Pour Hamidou Barry, la place des journalistes n’est pas en prison. Il parle d’un recul démocratique qui ne dit pas son nom.
‘’C’est un recul de la démocratie malheureusement que nous vivons. Nous sommes dans une transition qui est un Etat exceptionnel, mais à un moment donné, il faudrait qu’on garantisse l’exercice des libertés fondamentales, parce qu’on ne peut pas prétendre venir au sommeil de l’Etat en disant on prétend tout refaire, c’est encore faussé le débat.
Les journalistes que vous êtes, vous méritez d’exercer votre métier en toute liberté, en toute impartialité.

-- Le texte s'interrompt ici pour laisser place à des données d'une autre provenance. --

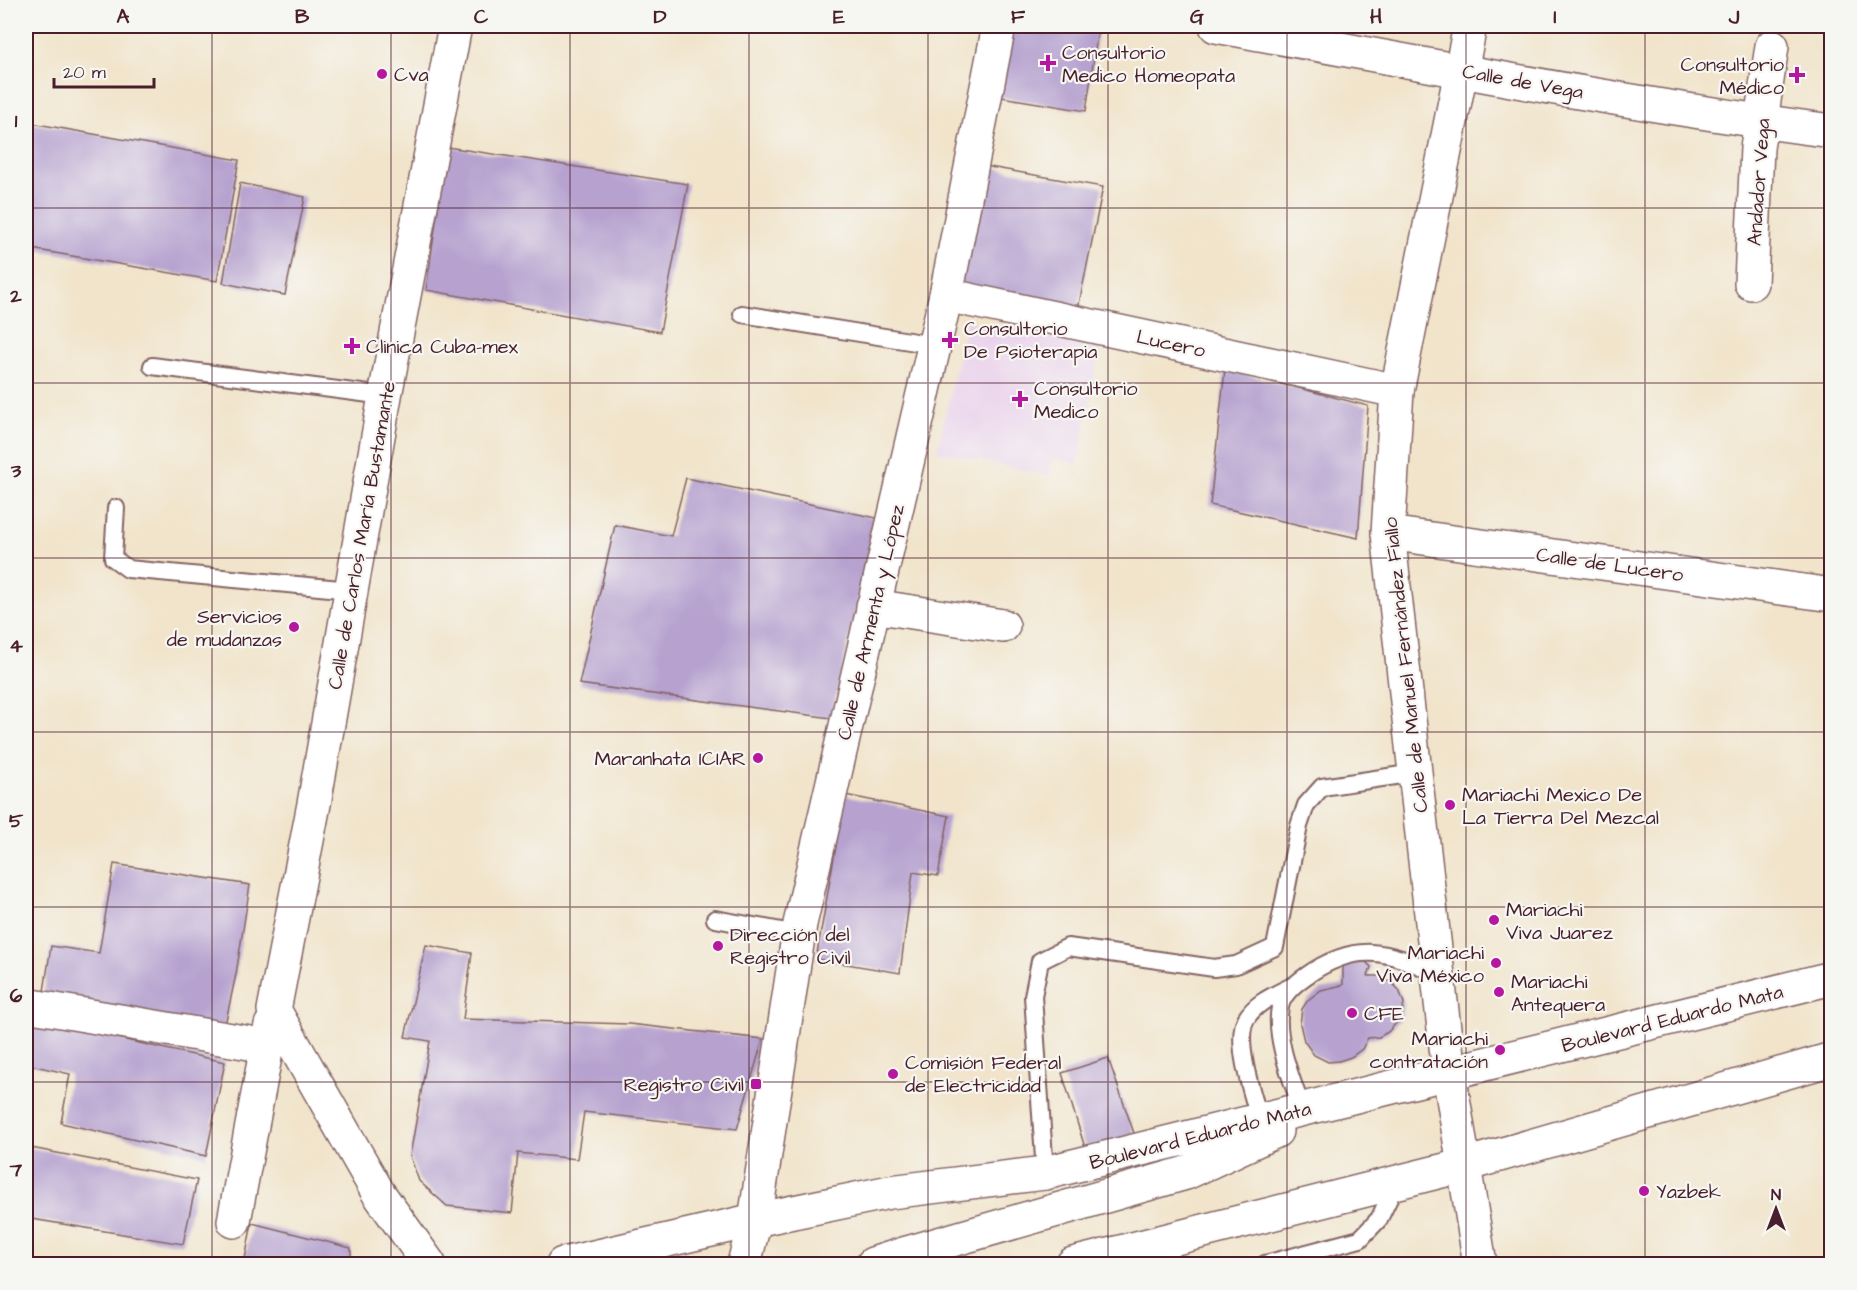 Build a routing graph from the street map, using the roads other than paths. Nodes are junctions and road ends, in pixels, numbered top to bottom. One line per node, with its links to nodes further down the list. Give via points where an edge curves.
1 (455, 26): 15 (street, Calle de Carlos María Bustamante)
2 (999, 26): 10 (street, Calle de Armenta y López)
3 (1216, 26): 6 (street, Calle de Vega)
4 (1470, 26): 6 (street, Calle de Manuel Fernández Fiallo)
5 (1772, 46): 7 (street, Andador Vega)
6 (1461, 70): 7 (street, Calle de Vega); 14 (street, Calle de Manuel Fernández Fiallo)
7 (1761, 122): 8 (street, Calle de Vega); 9 (street, Andador Vega)
8 (1832, 131)
9 (1751, 283)
10 (946, 295): 12 (street, Calle de Armenta y López); 14 (street, Lucero)
11 (742, 314): 12 (lane)
12 (934, 345): 20 (street, Calle de Armenta y López)
13 (152, 366): 15 (lane)
14 (1397, 391): 17 (street, Calle de Manuel Fernández Fiallo)
15 (385, 396): 18 (street, Calle de Carlos María Bustamante)
16 (116, 508): 18 (lane, via 113,558 128,569)
17 (1388, 533): 19 (street, Calle de Lucero); 22 (street, Calle de Manuel Fernández Fiallo)
18 (351, 590): 29 (street, Calle de Carlos María Bustamante)
19 (1832, 595)
20 (873, 606): 21 (street); 24 (street, Calle de Armenta y López)
21 (1003, 626)
22 (1415, 773): 25 (street, Calle de Manuel Fernández Fiallo); 37 (lane, via 1322,787 1306,805 1275,947 1236,965 1214,968 1068,947 1040,961 1033,996)
23 (715, 919): 24 (lane)
24 (798, 934): 39 (street, Calle de Armenta y López)
25 (1438, 974): 27 (lane, via 1378,952 1354,953 1335,958); 32 (street, Calle de Manuel Fernández Fiallo)
26 (1832, 978): 32 (street, Boulevard Eduardo Mata)
27 (1295, 984): 34 (lane, via 1280,1005 1279,1030); 35 (lane, via 1261,1003 1245,1020 1242,1049)
28 (26, 1005): 30 (street)
29 (274, 1010): 30 (street, Calle de Carlos María Bustamante); 41 (street, via 379,1194)
30 (267, 1046): 40 (street, Calle de Carlos María Bustamante)
31 (1832, 1059): 36 (street)
32 (1449, 1073): 33 (street, Boulevard Eduardo Mata); 36 (street, Calle de Manuel Fernández Fiallo)
33 (1343, 1099): 34 (street, Boulevard Eduardo Mata); 44 (street, via 1186,1173)
34 (1302, 1109): 35 (street, Boulevard Eduardo Mata)
35 (1260, 1120): 37 (street, Boulevard Eduardo Mata)
36 (1465, 1165): 38 (street); 47 (street, Calle de Manuel Fernández Fiallo)
37 (1045, 1173): 39 (street, Boulevard Eduardo Mata, via 890,1192)
38 (1397, 1182): 45 (street); 46 (lane, via 1379,1219 1360,1239)
39 (755, 1220): 42 (street, Boulevard Eduardo Mata); 43 (street, Calle de Armenta y López)
40 (234, 1221)
41 (429, 1264)
42 (563, 1264)
43 (744, 1264)
44 (873, 1264)
45 (1073, 1264)
46 (1265, 1264)
47 (1480, 1264)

Ce n’est pas parce qu’aujourd’hui les journalistes prétendent hausser le ton, qu’on doit les arrêter et les jeter en prison. Encore une fois, il y a une loi L002 qui dépénalise les délits de presse. Cela voudrait dire que la prison n’est pas pour un journaliste. Nous devrons travailler à respecter les lois. Je demande aujourd’hui qu’on libère ces journalistes purement et simplement, parce que rien ne justifie leur interpellation, rien ne justifie leur détention, la place d’un journaliste n’est pas en prison. Il faudrait que le colonel Doumbouya s’assume par rapport aux actes qu’il a posé jusque-là, pour agir dans le sens souhaité par l’ensemble des concitoyens guinéens’’, a dénoncé Hamidou Barry.
Mamadou Aliou DIALLO, pour Lerevelateur224.com.